HP provides great SCOM management packs for monitoring of Proliant servers, but only Windows agents are supported by these management packs.  If you’re running ESX on Proliant servers, it takes a little bit more effort to implement monitoring of hardware status.  Fortunately, HP also offers their Management Agents for ESX.   Thus, all that is needed to monitor HP ESX server hardware are some custom monitors to poll the snmp data exposed by the management agent.   An overview of the process for this is as follows:

Installing the HP Management Agent for ESX

  1. Configure SNMP on the ESX servers and set options: http://thwack.com/blogs/geekspeak/archive/2008/10/30/how-to-enable-snmp-on-a-vmware-esx-server.aspx
  2. Download the HP ESX agent (make sure your server model is supported by the agent) and copy the .tgz file to a temporary location on the ESX server
  3. Extract the file hpmgmt-8.x.x-vmware3x.tgz with a tar-zxvf command
  4. In the extracted directory, run the install script — later versions of the agent have a preinstall_setup.sh script which is to be manually run first, and requires a reboot. 
  5. Amongst other configuration prompts, you will be prompted to use an existing snmpd.conf, if you choose “no,” the install will create a new snmpd.conf that has to be configured with your snmp settings.
  6. If you use an existing snmpd.conf, you will have to add one line to it:  cd to /etc/snmp/ and edit snmpd.conf.  Add the following line:  dlmod cmaX /usr/lib/libcmaX.so   – this extends the SNMP agent to include the HP objects as a module.
  7. Restart snmp with:  service snmpd restart

Testing

The HP agents implement the Compaq mibs under the OID 1.3.6.1.4.1.232.   To test, you can use an SNMP browser to remotely connect and walk this OID, or from the ESX server, you can use an snmpwalk command:  snmpwalk –v 2c  -c <read-only community name>  localhost 1.3.6.1.4.1.232.

Monitoring with SCOM

  1. Discover the ESX servers as Network Devices
  2. Create a group for HP ESX servers (optionally in a new management pack).  You can use dynamic inclusion logic by setting a filter on the Device Description (Contains vmnix)
  3. Create your SNMP monitors and rules, targeting the SNMP Network Device class.  Configure the monitors and rules to be disabled, and then use an override to enable them for the HP ESX server group
  4. Create any required views or console tasks

What to Monitor?

When HP purchased Compaq, they made a smart decision in utilizing the Compaq SNMP MIBs for all HP servers, as this is one of the better vendor SNMP implementations out there.   It has remained very consistent over the years and most importantly, it tends to implement a single status value for each group of subcomponents that are represented in SNMP tables, so you don’t have to walk the table to get the overall status.    Thus, instead of checking the status of each disk drive, which will vary in number (and identifier in the table), you can just poll the cpqDaMibCondition (1.3.6.1.4.1.232.3.1.3) from the CPQIDA MIB to get the overall intelligent drive array health.  The agent’s System Management web console can be used for specifically drilling in to problems, so from a monitoring perspective, it is really only necessary to know when there is a problem, and what it’s general nature is.
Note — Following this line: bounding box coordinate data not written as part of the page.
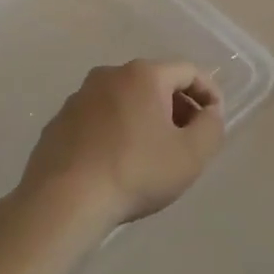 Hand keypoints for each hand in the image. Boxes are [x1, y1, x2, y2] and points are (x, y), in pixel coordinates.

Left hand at [18, 60, 226, 234]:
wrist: (63, 202)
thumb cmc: (136, 172)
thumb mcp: (191, 155)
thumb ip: (211, 126)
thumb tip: (209, 112)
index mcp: (144, 75)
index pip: (189, 71)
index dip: (209, 93)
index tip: (215, 120)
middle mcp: (109, 75)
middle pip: (156, 82)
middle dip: (178, 106)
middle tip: (188, 139)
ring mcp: (79, 97)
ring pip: (126, 99)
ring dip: (146, 118)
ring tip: (154, 154)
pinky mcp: (58, 122)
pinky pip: (100, 118)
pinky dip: (117, 131)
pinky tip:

These are the SNMP objects that I like to alert on for HP servers running UNIX:

Object Name OID
CPU Fans cpqHeThermalCpuFanStatus 1.3.6.1.4.1.232.6.2.6.5.0
Drive Array Health cpqDaMibCondition 1.3.6.1.4.1.232.3.1.3.0
Drive Array Controller (1) cpqDaCntlCondition 1.3.6.1.4.1.232.3.2.2.1.1.6.1
Power supplies cpqHEfltTolPwrSupply 1.3.6.1.4.1.232.6.2.9.1.0
System Fans cpqHeThermalSystemFanStatus 1.3.6.1.4.1.232.6.2.6.4.0
Temperature (Status) cpqHeThermalTempStatus 1.3.6.1.4.1.232.6.2.6.3.0
Thermal Conditions cpqHeThermalCondition 1.3.6.1.4.1.232.6.2.6.1.0
Integrated Management Log cpqHeEventLogCondition 1.3.6.1.4.1.232.6.2.11.2.0
Critical Errors cpqHeCritLogCondition 1.3.6.1.4.1.232.6.2.2.2.0
Correctable Memory Errors cpqHeCorrMemLogStatus 1.3.6.1.4.1.232.6.2.3.1.0

For reference on SNMP MIBS, ByteSphere provides a great Online MIB Database.  The primary Compaq MIBS to look for are: CPQHLTH, CPQIDA, CPSTSYS, CPQHOST,  CPQNIC, CPQTHRSH.

Advertisements

SCOM: Automating Management Pack Documentation

It’s easy to argue the case for keeping accurate documentation of SCOM management pack monitors and customizations, both for the abstract purpose of maintaining good documentation, as well as the more practical purpose of being able to answer the “can you list what is being monitored?” question. However, it can be tedious to keep on top of this documentation. But, given the flexibility of the SCOM command shell, it’s relatively easy to configure a powershell script to automate the documentation of management pack entities. By using a script to loop through unsealed management packs and itemize management pack entities such as groups, rules, monitors and views, along with their description, all it takes to automate documentation of custom management packs is completing the description fields for objects as they are created.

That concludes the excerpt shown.